Frequently parents ask me how to help their children who are learning to read in Spanish. They wonder what to do when their kids come to words they can’t read. There are specific strategies children can use as they are learning to read in Spanish. These word attack strategies help kids break down words, look for clues and consider the context. They are the same strategies good readers use in other languages, and you can find many articles about them online. Mrs. Will’s Kindergarten has a cute work attack poster in English. You can download a printable bookmark with the strategies in Spanish below.
If children have heard a significant amount of Spanish, they have vocabularies they can draw on to understand what they read. When these kids are learning to read in Spanish, they are associating text with words they know. Often, once they determine the sound of the word, they know what it means.
If children have not heard much Spanish, they will encounter many words they don’t know when they start to read. Their vocabulary is often limited to words they have been explicitly taught in a school setting. Therefore, even common words are unfamiliar. Give them extra support and encouragement as they begin to read. Be sure they are reading books slightly below their comprehension level. Quickly they will build more vocabulary and it will get easier.
Strategies for Learning to Read in Spanish
Before your child starts a book, talk together about the title and the picture on the cover. This will help her understand the story.
When your child comes to a word that is unfamiliar, help her use these strategies to learn to read in Spanish.
- Estira los sonidos. – Stretch the sounds. Help your child say the word slowly, drawing out the letter sounds, especially the vowel sounds. Make sure they are using the correct letter sounds. This helps them hear and recognize the word if it is familiar.
- Divide la palabra. – Divide the word into syllables. Cover the word with your finger leaving only the first syllable showing. When your child pronounces it, uncover the next syllable, and so on. When your child pronounces all the syllables, help her blend them together to hear the word.
- Observa los dibujos. – Look at the pictures. Most books for emergent readers have illustrations that support the text. Encourage kids to look at the pictures for clues to words they have trouble reading and for the meaning of words they don’t know.
- Mira la palabra. – Often kids can recognize cognates or the root of a word. Help them look for little words within bigger words. Ask them if they know other words that look like the word.
- Piensa, ¿tiene sentido? – Does it make sense? Kids with large Spanish vocabularies sometimes start to guess words when they come to a word that is difficult for them to read. Often they are not thinking about the context of the sentence and the story. Remind them to think about what would be logical in the sentence. Kids with limited vocabularies do not usually guess other words. However, they need to think about what makes sense in the sentence and the story to determine the possible meaning of the word. They are learning vocabulary as they learn to read in Spanish.
- Regresa y lee de nuevo. – Back up and read again. This strategy also helps a child keep the bigger context in mind.

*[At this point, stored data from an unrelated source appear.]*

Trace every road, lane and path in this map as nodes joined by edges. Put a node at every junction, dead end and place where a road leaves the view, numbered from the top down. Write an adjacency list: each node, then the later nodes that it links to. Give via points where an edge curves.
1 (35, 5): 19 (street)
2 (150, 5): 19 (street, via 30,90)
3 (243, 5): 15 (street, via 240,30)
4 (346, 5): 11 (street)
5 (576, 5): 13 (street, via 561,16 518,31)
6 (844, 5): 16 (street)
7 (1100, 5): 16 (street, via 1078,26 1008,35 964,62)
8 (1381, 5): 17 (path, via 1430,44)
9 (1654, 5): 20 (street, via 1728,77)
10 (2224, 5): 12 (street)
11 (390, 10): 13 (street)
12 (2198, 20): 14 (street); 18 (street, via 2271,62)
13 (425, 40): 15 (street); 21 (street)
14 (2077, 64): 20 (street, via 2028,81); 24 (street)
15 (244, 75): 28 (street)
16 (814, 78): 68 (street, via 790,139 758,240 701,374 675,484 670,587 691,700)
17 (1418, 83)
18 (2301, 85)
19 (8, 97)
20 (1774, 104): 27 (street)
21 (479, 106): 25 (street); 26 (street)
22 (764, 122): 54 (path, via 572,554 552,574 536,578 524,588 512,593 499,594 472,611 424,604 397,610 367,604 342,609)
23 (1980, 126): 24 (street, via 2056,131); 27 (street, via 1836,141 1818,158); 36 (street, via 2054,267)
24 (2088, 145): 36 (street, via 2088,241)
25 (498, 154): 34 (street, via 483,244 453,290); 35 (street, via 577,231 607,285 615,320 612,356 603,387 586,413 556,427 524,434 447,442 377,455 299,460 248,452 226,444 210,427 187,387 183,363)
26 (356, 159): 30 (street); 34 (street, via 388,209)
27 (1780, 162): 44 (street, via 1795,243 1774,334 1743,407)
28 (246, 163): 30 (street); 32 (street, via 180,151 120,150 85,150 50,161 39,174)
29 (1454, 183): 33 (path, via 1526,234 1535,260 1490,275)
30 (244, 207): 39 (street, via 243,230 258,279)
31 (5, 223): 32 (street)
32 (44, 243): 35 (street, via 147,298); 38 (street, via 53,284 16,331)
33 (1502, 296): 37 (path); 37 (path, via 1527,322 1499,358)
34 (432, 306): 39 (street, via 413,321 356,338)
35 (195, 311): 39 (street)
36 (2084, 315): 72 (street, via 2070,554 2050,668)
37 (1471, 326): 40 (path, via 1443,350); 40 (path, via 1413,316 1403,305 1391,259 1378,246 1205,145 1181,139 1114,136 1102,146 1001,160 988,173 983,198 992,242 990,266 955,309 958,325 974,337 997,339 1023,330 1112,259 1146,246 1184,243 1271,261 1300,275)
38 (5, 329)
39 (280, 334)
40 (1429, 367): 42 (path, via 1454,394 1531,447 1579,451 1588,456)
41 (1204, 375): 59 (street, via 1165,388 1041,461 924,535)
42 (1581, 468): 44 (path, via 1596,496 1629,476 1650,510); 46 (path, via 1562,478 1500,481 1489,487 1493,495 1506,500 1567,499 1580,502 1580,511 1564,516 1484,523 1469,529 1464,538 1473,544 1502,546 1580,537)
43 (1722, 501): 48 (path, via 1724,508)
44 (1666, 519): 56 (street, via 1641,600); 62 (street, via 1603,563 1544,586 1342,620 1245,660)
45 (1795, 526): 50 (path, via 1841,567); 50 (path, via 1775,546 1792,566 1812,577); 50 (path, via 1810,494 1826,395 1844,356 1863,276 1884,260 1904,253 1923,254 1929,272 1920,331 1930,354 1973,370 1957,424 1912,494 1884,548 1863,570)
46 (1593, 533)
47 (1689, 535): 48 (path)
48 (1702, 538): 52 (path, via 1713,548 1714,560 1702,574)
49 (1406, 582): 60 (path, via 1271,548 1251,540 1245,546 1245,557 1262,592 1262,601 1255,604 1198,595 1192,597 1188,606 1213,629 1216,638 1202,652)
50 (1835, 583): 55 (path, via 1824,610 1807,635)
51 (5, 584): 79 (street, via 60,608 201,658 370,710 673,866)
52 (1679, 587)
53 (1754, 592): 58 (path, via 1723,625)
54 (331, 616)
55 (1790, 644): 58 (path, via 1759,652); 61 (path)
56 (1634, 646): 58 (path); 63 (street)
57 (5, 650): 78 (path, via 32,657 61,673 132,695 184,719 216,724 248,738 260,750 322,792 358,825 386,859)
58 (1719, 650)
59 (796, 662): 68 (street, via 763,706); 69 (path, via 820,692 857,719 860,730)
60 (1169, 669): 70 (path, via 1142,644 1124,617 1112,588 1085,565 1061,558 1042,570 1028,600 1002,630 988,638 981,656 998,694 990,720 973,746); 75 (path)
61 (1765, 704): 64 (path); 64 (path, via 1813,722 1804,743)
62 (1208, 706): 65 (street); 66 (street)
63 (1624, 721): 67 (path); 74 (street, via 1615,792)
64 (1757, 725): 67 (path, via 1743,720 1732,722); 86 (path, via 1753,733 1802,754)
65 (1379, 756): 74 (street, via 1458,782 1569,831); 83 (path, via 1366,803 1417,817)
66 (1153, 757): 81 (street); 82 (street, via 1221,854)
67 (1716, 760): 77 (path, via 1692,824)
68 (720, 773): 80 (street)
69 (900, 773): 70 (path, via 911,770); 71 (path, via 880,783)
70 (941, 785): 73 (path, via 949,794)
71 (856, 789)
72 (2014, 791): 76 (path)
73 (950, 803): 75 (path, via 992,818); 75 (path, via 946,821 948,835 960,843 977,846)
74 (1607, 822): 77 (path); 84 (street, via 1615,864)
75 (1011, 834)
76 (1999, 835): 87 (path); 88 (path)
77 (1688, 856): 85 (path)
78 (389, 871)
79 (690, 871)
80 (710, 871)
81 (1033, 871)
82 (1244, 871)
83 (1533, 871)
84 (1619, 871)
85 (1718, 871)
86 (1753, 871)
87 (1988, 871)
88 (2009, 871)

Suggest starting at the beginning of the sentence, or the beginning of the previous sentence, and reading again.
- Salta la palabra – Jump over the word and keep reading – Suggest kids leave the word out and read the rest of the sentence. Often the sentence will make sense as it is. Other times, children will be able to determine what the word is, or what it means.
Printable Bookmark With Word Attack Strategies
This bookmark will help kids remember to use their reading strategies. Of course, you have to teach them the strategies and help them practice! If your kids read in English, there is a good chance they use the same strategies, so remind them that they work in Spanish too.
Download the reading strategies bookmark. There are two bookmarks on each page. They are meant to be folded in half.
It is exciting when kids are learning to read in Spanish, but don’t stop reading aloud to them. For a long time, they understand more than they can read. Children learn new words and complex language from listening to stories. This post has strategies for reading aloud to Spanish learners. So, help them as they are learning to read in Spanish, but keep reading aloud to them too.